11 grudnia 2013, 15:58
dubel
Edytowany przez ec688196811df021aea2a50d009c49c2 11 grudnia 2013, 15:59
- Dołączył: 2010-12-01
- Miasto: Legionowo
- Liczba postów: 4421
11 grudnia 2013, 16:00
mój mąż od 10 lat nie ma wolnego nawet w święta... taka branża, nigdy mu nie zrobiłam "jazdy"... zastanów się, no chyba, że nie chcesz z nim być
- Dołączył: 2012-01-27
- Miasto: Warszawa
- Liczba postów: 8094
11 grudnia 2013, 16:01
Fuffa napisał(a):
dziewczyny, które piszą, że to on ma mega jazdy- odwróćcie sobie zachowanie tej pani ;) chciałybyście, żeby koleś przychodził do domu i robił Wam awantury, bo nie macie urlopu? :D ja nie :Ddo autorki- przeholowałaś widocznie solidnie, skoro facet stwierdza, że ma "dosyć Twoich jazd". Przeprosiłabym (może być ciasto, piwo, czy co tam chcesz) i uspokoiła się na dłuższy czas, bo w końcu Ci przestanie wybaczać.

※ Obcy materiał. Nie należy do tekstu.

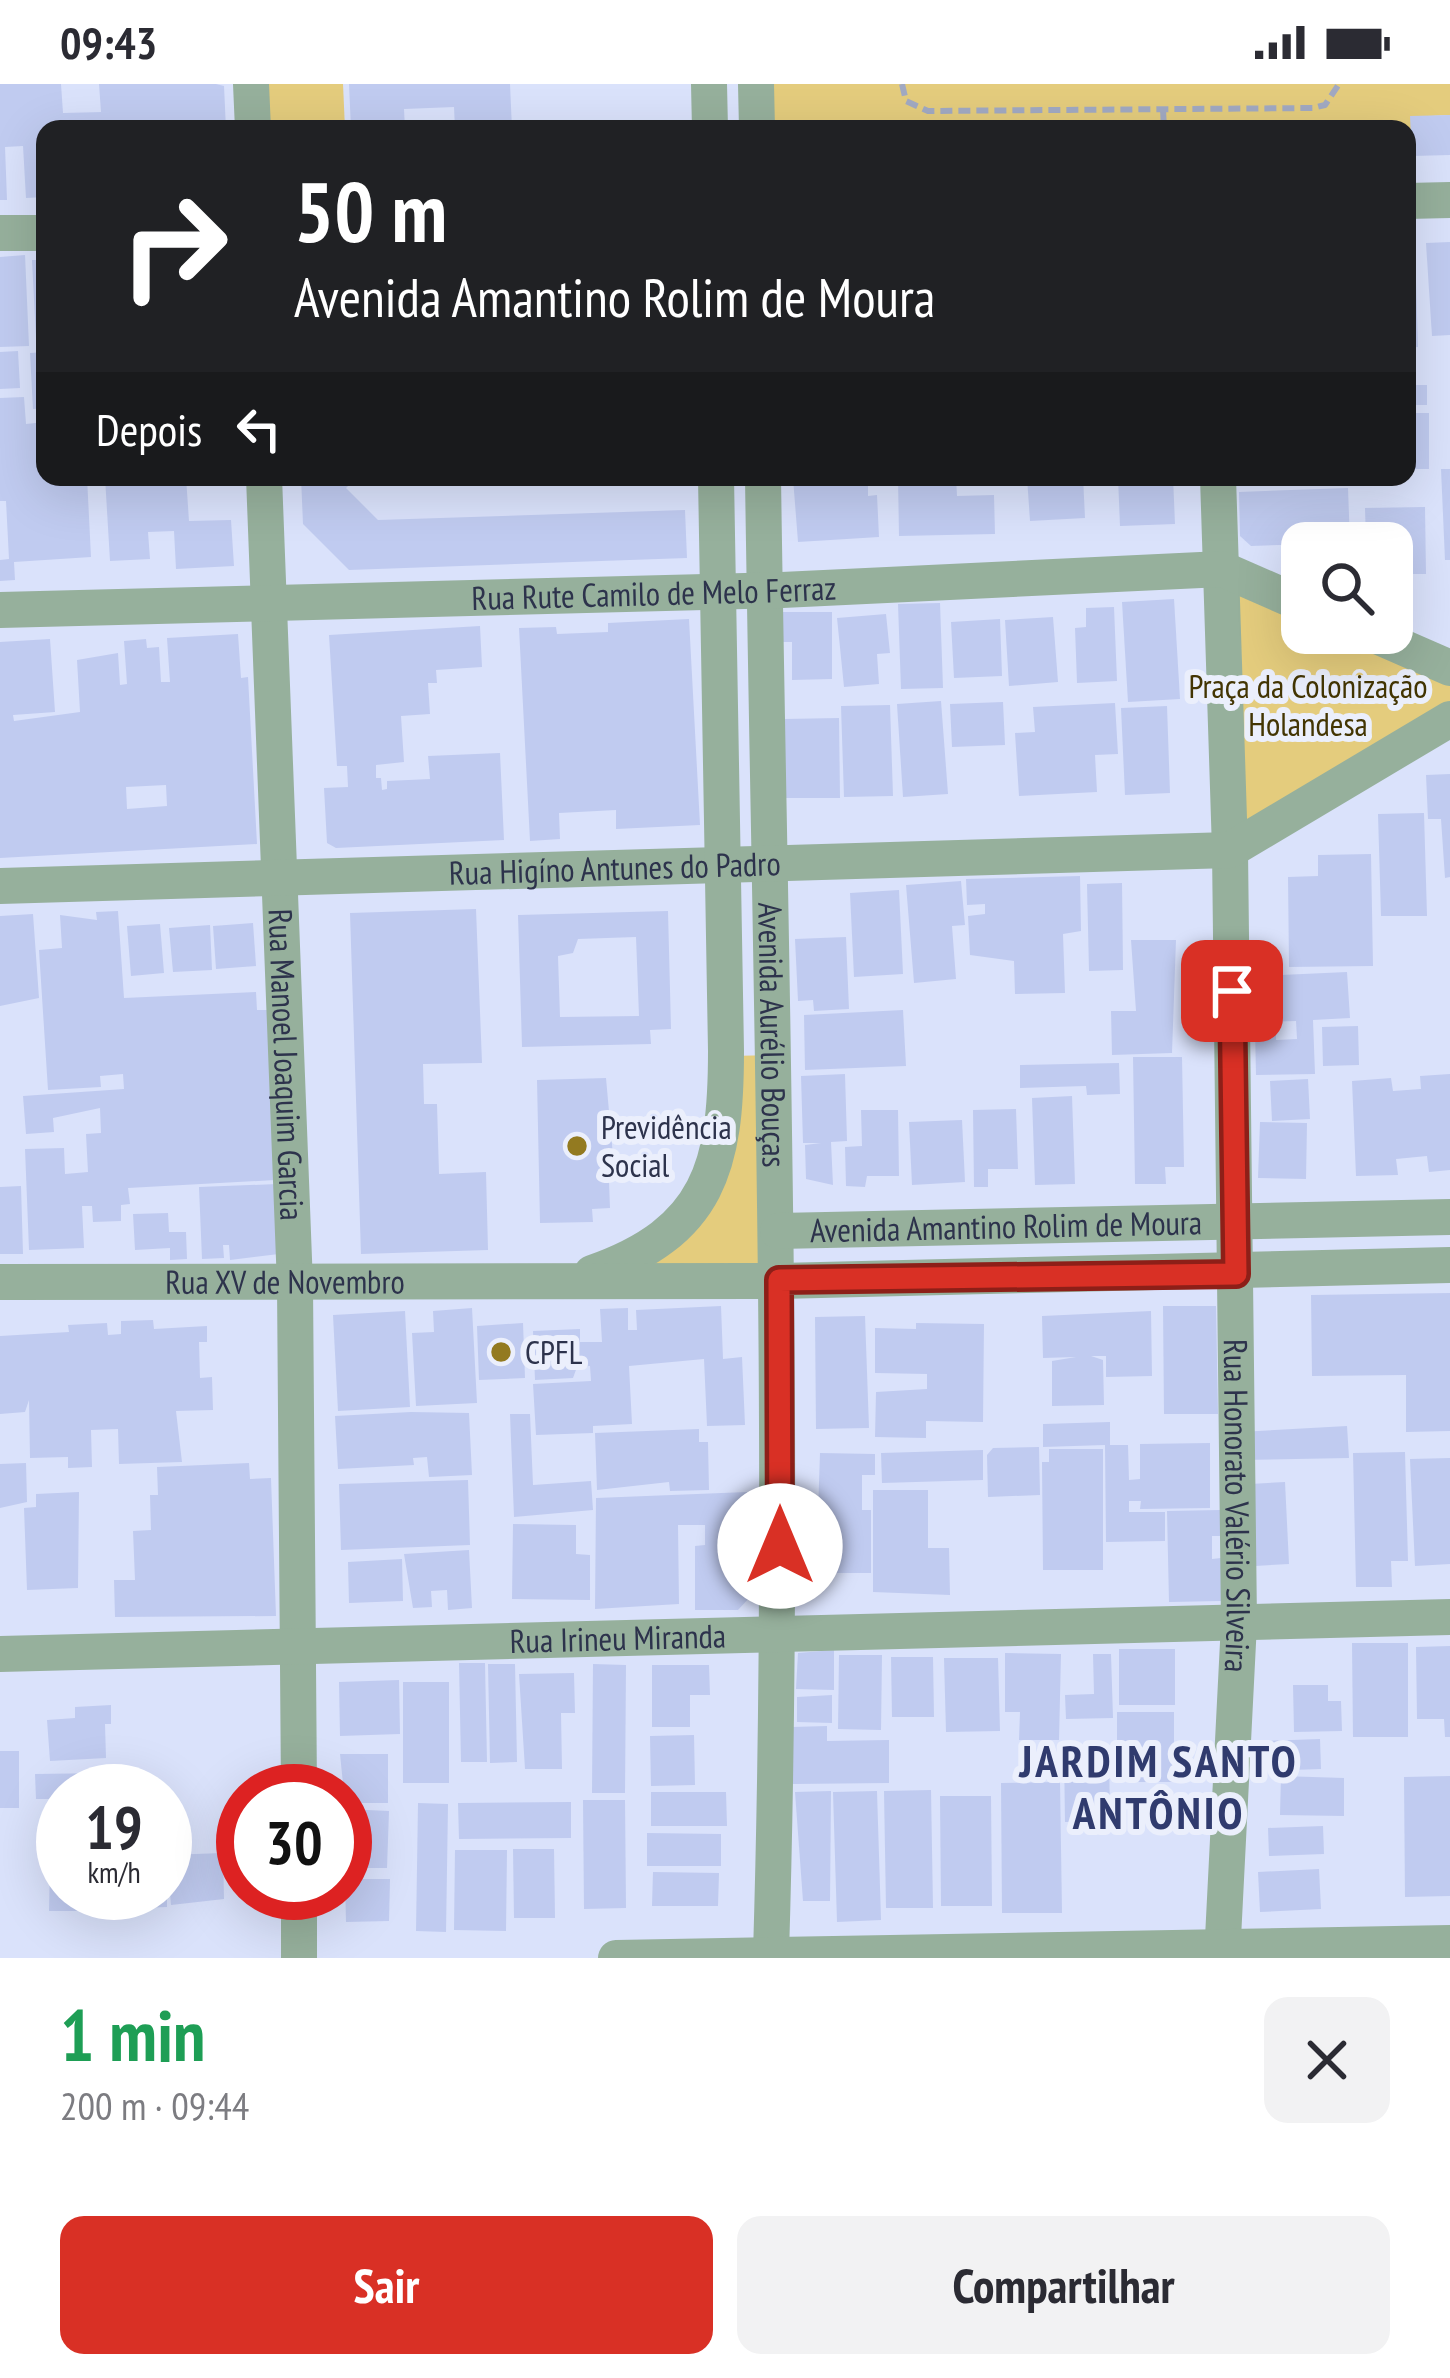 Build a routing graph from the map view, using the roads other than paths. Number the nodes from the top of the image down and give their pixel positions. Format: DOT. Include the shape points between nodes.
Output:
graph roads {
  1 [pos="251,84"];
  2 [pos="709,84"];
  3 [pos="756,84"];
  4 [pos="253,120"];
  5 [pos="710,120"];
  6 [pos="758,120"];
  7 [pos="1416,200"];
  8 [pos="1450,200"];
  9 [pos="0,233"];
  10 [pos="36,233"];
  11 [pos="264,486"];
  12 [pos="716,486"];
  13 [pos="763,486"];
  14 [pos="1218,486"];
  15 [pos="1222,569"];
  16 [pos="765,590"];
  17 [pos="718,591"];
  18 [pos="1281,595"];
  19 [pos="267,603"];
  20 [pos="0,610"];
  21 [pos="1413,652"];
  22 [pos="1450,668"];
  23 [pos="1450,718"];
  24 [pos="768,720"];
  25 [pos="721,722"];
  26 [pos="1230,850"];
  27 [pos="770,860"];
  28 [pos="724,861"];
  29 [pos="281,876"];
  30 [pos="0,886"];
  31 [pos="776,1050"];
  32 [pos="727,1051"];
  33 [pos="1450,1217"];
  34 [pos="1235,1225"];
  35 [pos="778,1231"];
  36 [pos="1450,1265"];
  37 [pos="1236,1274"];
  38 [pos="779,1280"];
  39 [pos="572,1281"];
  40 [pos="0,1282"];
  41 [pos="296,1286"];
  42 [pos="1450,1617"];
  43 [pos="1239,1623"];
  44 [pos="780,1635"];
  45 [pos="298,1650"];
  46 [pos="0,1654"];
  47 [pos="298,1764"];
  48 [pos="298,1920"];
  49 [pos="1450,1943"];
  50 [pos="1222,1952"];
  51 [pos="770,1954"];
  52 [pos="298,1958"];
  53 [pos="616,1958"];
  1 -- 4 [label="street"];
  2 -- 5 [label="street"];
  3 -- 6 [label="street"];
  7 -- 8 [label="street"];
  9 -- 10 [label="street"];
  11 -- 19 [label="street, Rua Manoel Joaquim Garcia"];
  12 -- 17 [label="street, Avenida Aurélio Bouças"];
  13 -- 16 [label="street, Avenida Aurélio Bouças"];
  14 -- 15 [label="street, Rua Honorato Valério Silveira"];
  15 -- 16 [label="street, Rua Rute Camilo de Melo Ferraz"];
  15 -- 18 [label="street, Rua Rute Camilo de Melo Ferraz"];
  15 -- 26 [label="street, Rua Honorato Valério Silveira"];
  16 -- 17 [label="street, Rua Rute Camilo de Melo Ferraz"];
  16 -- 24 [label="street, Avenida Aurélio Bouças"];
  17 -- 19 [label="street, Rua Rute Camilo de Melo Ferraz"];
  17 -- 25 [label="street, Avenida Aurélio Bouças"];
  19 -- 20 [label="street, Rua Rute Camilo de Melo Ferraz"];
  19 -- 29 [label="street, Rua Manoel Joaquim Garcia"];
  21 -- 22 [label="street"];
  23 -- 26 [label="street"];
  24 -- 25 [label="street"];
  24 -- 27 [label="street, Avenida Aurélio Bouças"];
  25 -- 28 [label="street, Avenida Aurélio Bouças"];
  26 -- 27 [label="street, Rua Higíno Antunes do Padro"];
  26 -- 34 [label="street, Rua Honorato Valério Silveira"];
  27 -- 28 [label="street, Rua Higíno Antunes do Padro"];
  27 -- 31 [label="street, Avenida Aurélio Bouças"];
  28 -- 29 [label="street, Rua Higíno Antunes do Padro"];
  28 -- 32 [label="street, Avenida Aurélio Bouças"];
  29 -- 30 [label="street, Rua Higíno Antunes do Padro"];
  29 -- 41 [label="street, Rua Manoel Joaquim Garcia"];
  31 -- 32 [label="street"];
  31 -- 35 [label="street, Avenida Aurélio Bouças"];
  32 -- 39 [label="street, Avenida Aurélio Bouças" via="723,1145 696,1205 657,1240"];
  33 -- 34 [label="street, Avenida Amantino Rolim de Moura"];
  34 -- 35 [label="street, Avenida Amantino Rolim de Moura"];
  34 -- 37 [label="street, Rua Honorato Valério Silveira"];
  35 -- 38 [label="street, Avenida Aurélio Bouças"];
  36 -- 37 [label="street, Avenida Amantino Rolim de Moura"];
  37 -- 38 [label="street, Avenida Amantino Rolim de Moura"];
  37 -- 43 [label="street, Rua Honorato Valério Silveira"];
  38 -- 39 [label="street, Avenida Amantino Rolim de Moura"];
  38 -- 44 [label="street, Avenida Aurélio Bouças"];
  39 -- 41 [label="street, Rua XV de Novembro"];
  40 -- 41 [label="street, Rua XV de Novembro"];
  41 -- 45 [label="street, Rua Manoel Joaquim Garcia"];
  42 -- 43 [label="street, Rua Irineu Miranda"];
  43 -- 44 [label="street, Rua Irineu Miranda"];
  43 -- 50 [label="street, Rua Honorato Valério Silveira"];
  44 -- 45 [label="street, Rua Irineu Miranda"];
  44 -- 51 [label="street, Avenida Aurélio Bouças"];
  45 -- 46 [label="street, Rua Irineu Miranda"];
  45 -- 47 [label="street, Rua Manoel Joaquim Garcia"];
  48 -- 52 [label="street"];
  49 -- 50 [label="street"];
  50 -- 51 [label="street"];
  51 -- 53 [label="street"];
}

dokładnie tak. Pomyśl trochę następnym razem, zanim zaczniesz mu suszyć głowę o rzeczy, na które ma minimalny wpływ
- Dołączył: 2011-10-17
- Miasto: Pieszyce
- Liczba postów: 13311
11 grudnia 2013, 16:05
Pewnie sam był mocno załamany, ze nie dostał urlopu a Ty przelałas czare goryczy i za to Cie odtrącił. Zastanów się czy nie zaczęsto tak reagujesz na rzeczy na które on nie ma wpływu, skoro powiedział, ze ma tego dosc, to mocny sygnał ostrzegawczy.
Jak go przeprosic nie wiem, bo nie znam Twojego faceta, nie wiem co lubi, co go "zozmiekcza" Ty wiesz najlepiej i lepiej sie postaraj.
- Dołączył: 2007-08-28
- Miasto: Warszawa
- Liczba postów: 12398
11 grudnia 2013, 16:25
Zachowuj sie normalnie i nie drąż tematu.Zrob najwyzej jakaś kolacje ale nie przymilaj sie na siłę bo faktycznie bedzie miał dość
- Dołączył: 2011-05-25
- Miasto: Alderaan
- Liczba postów: 12868
11 grudnia 2013, 16:28
Mandaryneczka napisał(a):
Zachowuj sie normalnie i nie drąż tematu.Zrob najwyzej jakaś kolacje ale nie przymilaj sie na siłę bo faktycznie bedzie miał dość
Racja i za kilka dni mu przejdzie. Przeczekaj. Też fochy przeżyłam ;)
- Dołączył: 2013-11-15
- Miasto:
- Liczba postów: 2004
11 grudnia 2013, 16:34
moj tak samo musi pracowac w swieta i w sylwestra ale zeby miec prawo jazdy robic to chyba tylko do szefa... chyba bys sie nie odwazyla? nie rozumiem takiego zachowania, i nie mozna tlumaczyc ze kobieta ma prawo do plakania itp ... tak samo ma mozg zeby myslec...
11 grudnia 2013, 16:39
A ty pracujesz ? chyba nie skoro nie rozumiesz takich rzeczy, też nie mam wolnego wtedy i gdybym byłą na jego miejscu to bym cię olała i przeprosiny by nic nie dały. Z tak debilnego powodu ryczysz to co będzie przy jakimś większym problemie.